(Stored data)
Start of Block

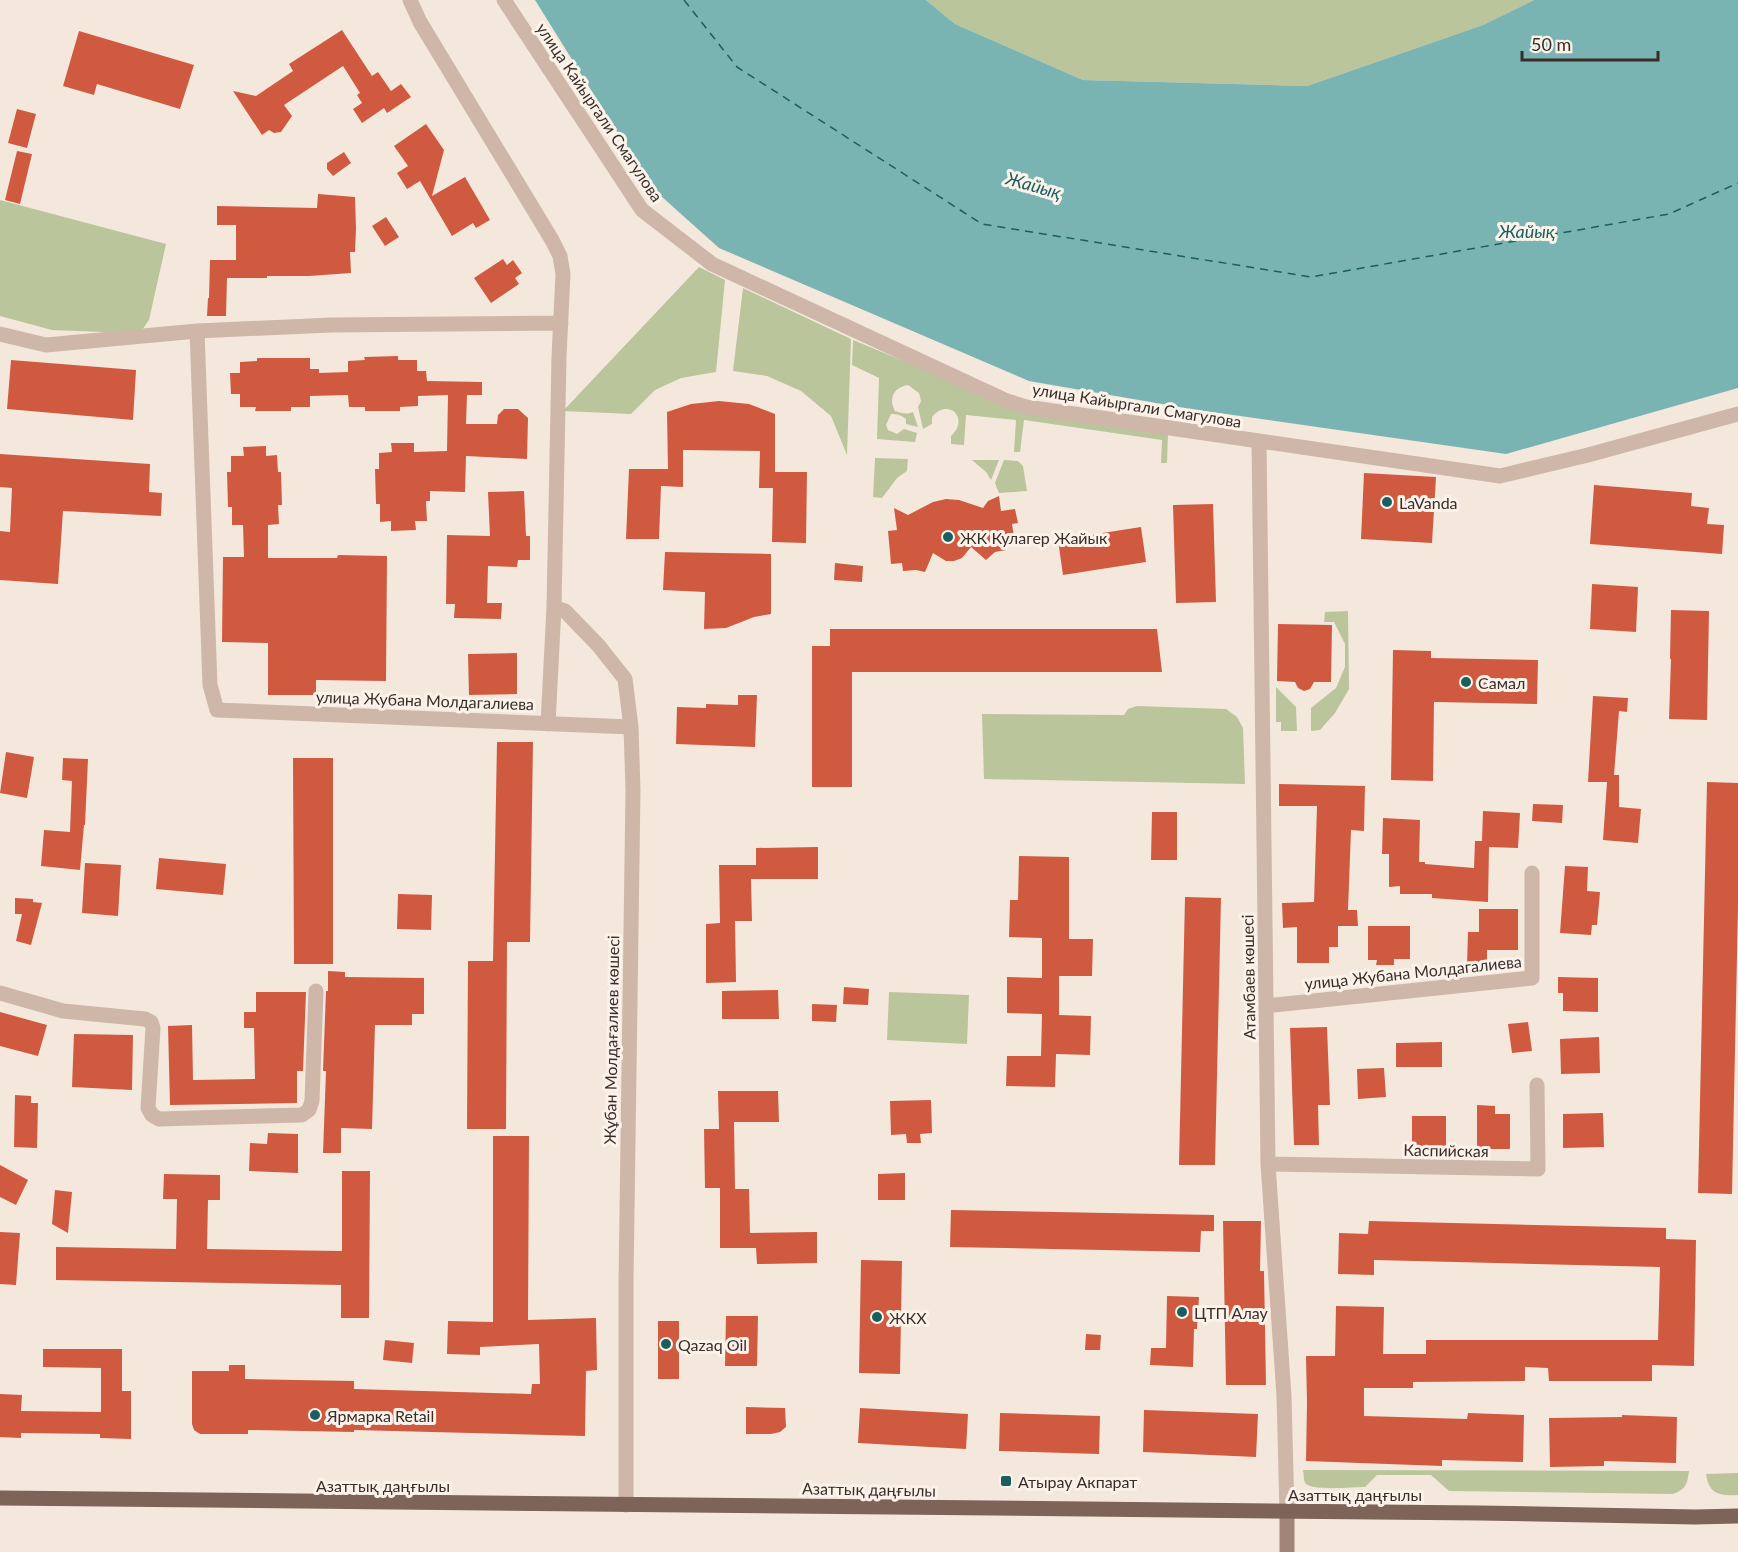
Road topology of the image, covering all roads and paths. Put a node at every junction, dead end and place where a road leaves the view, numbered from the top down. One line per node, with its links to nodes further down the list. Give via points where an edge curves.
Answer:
1 (410, 0): 3 (street, via 560,256)
2 (504, 0): 7 (street, улица Кайыргали Смагулова, via 642,210 712,264 1007,401)
3 (561, 323): 4 (street, via 331,325); 8 (street)
4 (197, 331): 5 (street, via 46,345); 9 (street, улица Жубана Молдагалиева, via 210,685 217,710)
5 (0, 334)
6 (1738, 414): 7 (street, улица Кайыргали Смагулова, via 1500,476)
7 (1259, 442): 14 (street, Атамбаев көшесі)
8 (554, 607): 9 (street); 10 (street, Жұбан Молдағалиев көшесі, via 565,611 625,680)
9 (548, 724): 10 (street, улица Жубана Молдагалиева)
10 (631, 727): 18 (street, Жұбан Молдағалиев көшесі)
11 (1532, 873): 14 (street, улица Жубана Молдагалиева, via 1532,978)
12 (316, 991): 13 (street, via 309,1110 302,1114 159,1119 148,1108 151,1022 63,1011)
13 (0, 993)
14 (1266, 1006): 16 (street, Атамбаев көшесі)
15 (1538, 1085): 16 (street, Каспийская, via 1538,1169)
16 (1268, 1164): 19 (street, Атамбаев көшесі, via 1284,1396)
17 (0, 1498): 18 (main road, Азаттық даңғылы)
18 (626, 1505): 19 (main road, Азаттық даңғылы)
19 (1287, 1512): 20 (main road, Азаттық даңғылы); 21 (street)
20 (1738, 1516)
21 (1287, 1552)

End of Block

* _Work item_: Apart from the pictures, the entries above are to be repeated in full and exactly.

* _Solution to this problem_:
Road topology of the image, covering all roads and paths. Put a node at every junction, dead end and place where a road leaves the view, numbered from the top down. One line per node, with its links to nodes further down the list. Give via points where an edge curves.
Answer:
1 (410, 0): 3 (street, via 560,256)
2 (504, 0): 7 (street, улица Кайыргали Смагулова, via 642,210 712,264 1007,401)
3 (561, 323): 4 (street, via 331,325); 8 (street)
4 (197, 331): 5 (street, via 46,345); 9 (street, улица Жубана Молдагалиева, via 210,685 217,710)
5 (0, 334)
6 (1738, 414): 7 (street, улица Кайыргали Смагулова, via 1500,476)
7 (1259, 442): 14 (street, Атамбаев көшесі)
8 (554, 607): 9 (street); 10 (street, Жұбан Молдағалиев көшесі, via 565,611 625,680)
9 (548, 724): 10 (street, улица Жубана Молдагалиева)
10 (631, 727): 18 (street, Жұбан Молдағалиев көшесі)
11 (1532, 873): 14 (street, улица Жубана Молдагалиева, via 1532,978)
12 (316, 991): 13 (street, via 309,1110 302,1114 159,1119 148,1108 151,1022 63,1011)
13 (0, 993)
14 (1266, 1006): 16 (street, Атамбаев көшесі)
15 (1538, 1085): 16 (street, Каспийская, via 1538,1169)
16 (1268, 1164): 19 (street, Атамбаев көшесі, via 1284,1396)
17 (0, 1498): 18 (main road, Азаттық даңғылы)
18 (626, 1505): 19 (main road, Азаттық даңғылы)
19 (1287, 1512): 20 (main road, Азаттық даңғылы); 21 (street)
20 (1738, 1516)
21 (1287, 1552)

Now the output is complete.